WORK REQUEST — Copy all lines below that use the word "Boulevard".

+--

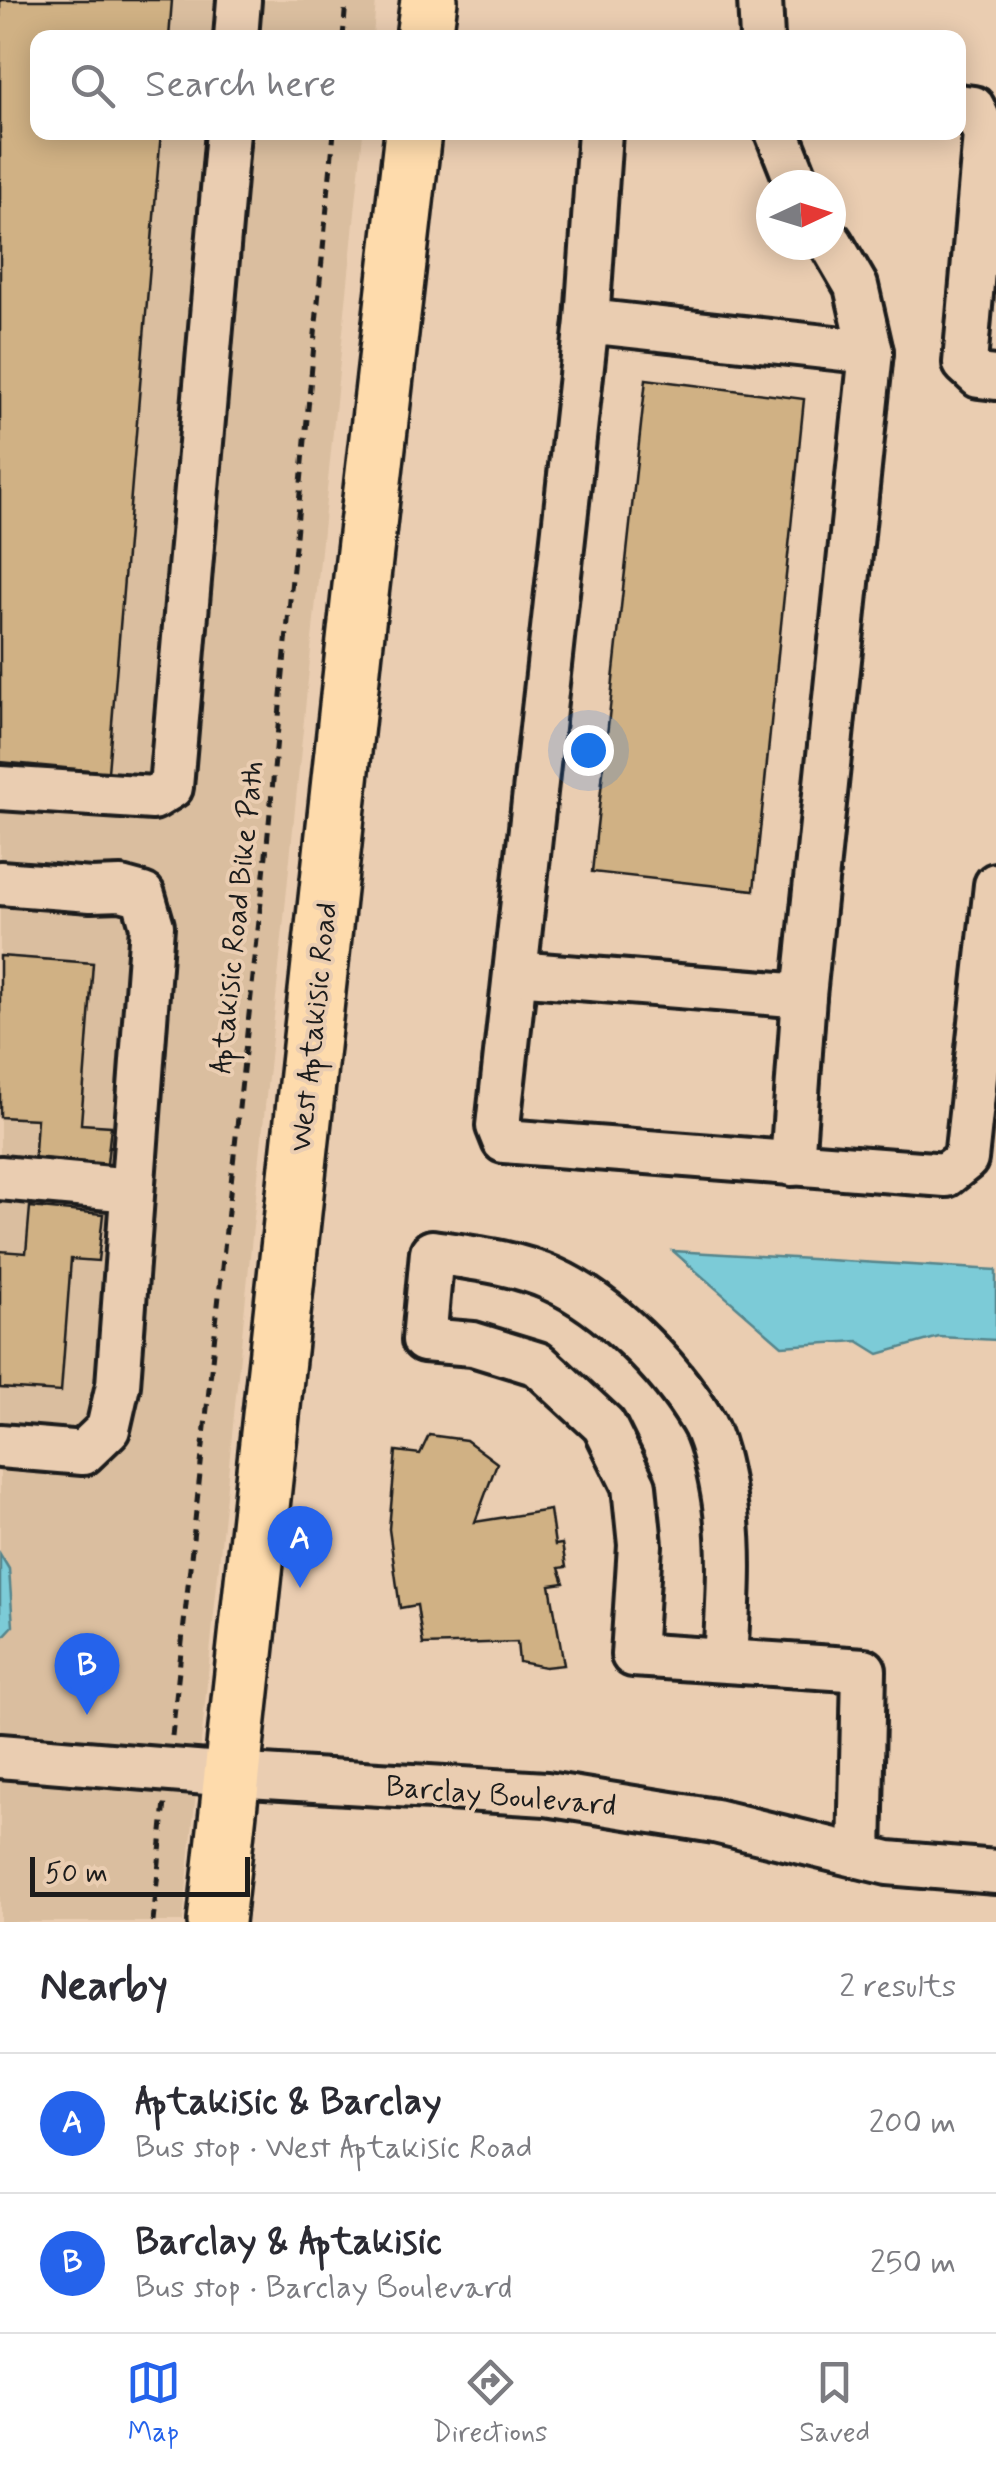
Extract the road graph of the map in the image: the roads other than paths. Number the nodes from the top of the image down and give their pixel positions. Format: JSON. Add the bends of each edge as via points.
{"nodes":[{"id":1,"x":239,"y":0,"type":"edge"},
{"id":2,"x":428,"y":0,"type":"edge"},
{"id":3,"x":760,"y":0,"type":"edge"},
{"id":4,"x":237,"y":30,"type":"edge"},
{"id":5,"x":425,"y":30,"type":"edge"},
{"id":6,"x":762,"y":30,"type":"edge"},
{"id":7,"x":966,"y":107,"type":"edge"},
{"id":8,"x":227,"y":140,"type":"edge"},
{"id":9,"x":412,"y":140,"type":"edge"},
{"id":10,"x":599,"y":140,"type":"edge"},
{"id":11,"x":780,"y":140,"type":"edge"},
{"id":12,"x":792,"y":170,"type":"edge"},
{"id":13,"x":841,"y":260,"type":"edge"},
{"id":14,"x":587,"y":321,"type":"junction"},
{"id":15,"x":870,"y":352,"type":"junction"},
{"id":16,"x":996,"y":378,"type":"edge"},
{"id":17,"x":0,"y":788,"type":"edge"},
{"id":18,"x":0,"y":884,"type":"edge"},
{"id":19,"x":996,"y":885,"type":"edge"},
{"id":20,"x":514,"y":972,"type":"junction"},
{"id":21,"x":804,"y":996,"type":"junction"},
{"id":22,"x":792,"y":1164,"type":"junction"},
{"id":23,"x":0,"y":1178,"type":"edge"},
{"id":24,"x":132,"y":1190,"type":"junction"},
{"id":25,"x":0,"y":1446,"type":"edge"},
{"id":26,"x":725,"y":1661,"type":"junction"},
{"id":27,"x":0,"y":1756,"type":"edge"},
{"id":28,"x":232,"y":1775,"type":"junction"},
{"id":29,"x":860,"y":1856,"type":"junction"},
{"id":30,"x":996,"y":1872,"type":"edge"},
{"id":31,"x":216,"y":1922,"type":"edge"}],
"edges":[{"from":1,"to":4,"type":"street"},
{"from":2,"to":5,"type":"main road"},
{"from":3,"to":6,"type":"street"},
{"from":7,"to":16,"type":"street","via":[[973,108],[985,134],[965,363],[979,376]]},
{"from":8,"to":17,"type":"street","via":[[172,786],[153,798]]},
{"from":9,"to":28,"type":"main road","name":"West Aptakisic Road"},
{"from":10,"to":14,"type":"street"},
{"from":11,"to":12,"type":"street"},
{"from":13,"to":15,"type":"street","via":[[856,286]]},
{"from":14,"to":15,"type":"street"},
{"from":14,"to":20,"type":"street"},
{"from":15,"to":21,"type":"street"},
{"from":18,"to":24,"type":"street","via":[[120,888],[143,895],[152,926]]},
{"from":19,"to":22,"type":"street","via":[[966,1159],[946,1176]]},
{"from":20,"to":21,"type":"street"},
{"from":20,"to":22,"type":"street","via":[[498,1126],[504,1141]]},
{"from":21,"to":22,"type":"street"},
{"from":23,"to":24,"type":"street"},
{"from":24,"to":25,"type":"street","via":[[118,1385],[108,1429],[83,1453]]},
{"from":26,"to":26,"type":"street","via":[[633,1655],[640,1545],[634,1486],[604,1425],[538,1364],[473,1344],[424,1340],[432,1252],[500,1262],[553,1280],[606,1314],[664,1367],[704,1422],[730,1550]]},
{"from":26,"to":29,"type":"street","via":[[864,1670]]},
{"from":27,"to":28,"type":"street","name":"Barclay Boulevard"},
{"from":28,"to":29,"type":"street","name":"Barclay Boulevard","via":[[546,1794],[714,1820]]},
{"from":28,"to":31,"type":"main road","name":"West Aptakisic Road"},
{"from":29,"to":30,"type":"street","name":"Barclay Boulevard"}]}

+--

SOLUTION FOR THIS TASK —
{"from":27,"to":28,"type":"street","name":"Barclay Boulevard"},
{"from":28,"to":29,"type":"street","name":"Barclay Boulevard","via":[[546,1794],[714,1820]]},
{"from":29,"to":30,"type":"street","name":"Barclay Boulevard"}]}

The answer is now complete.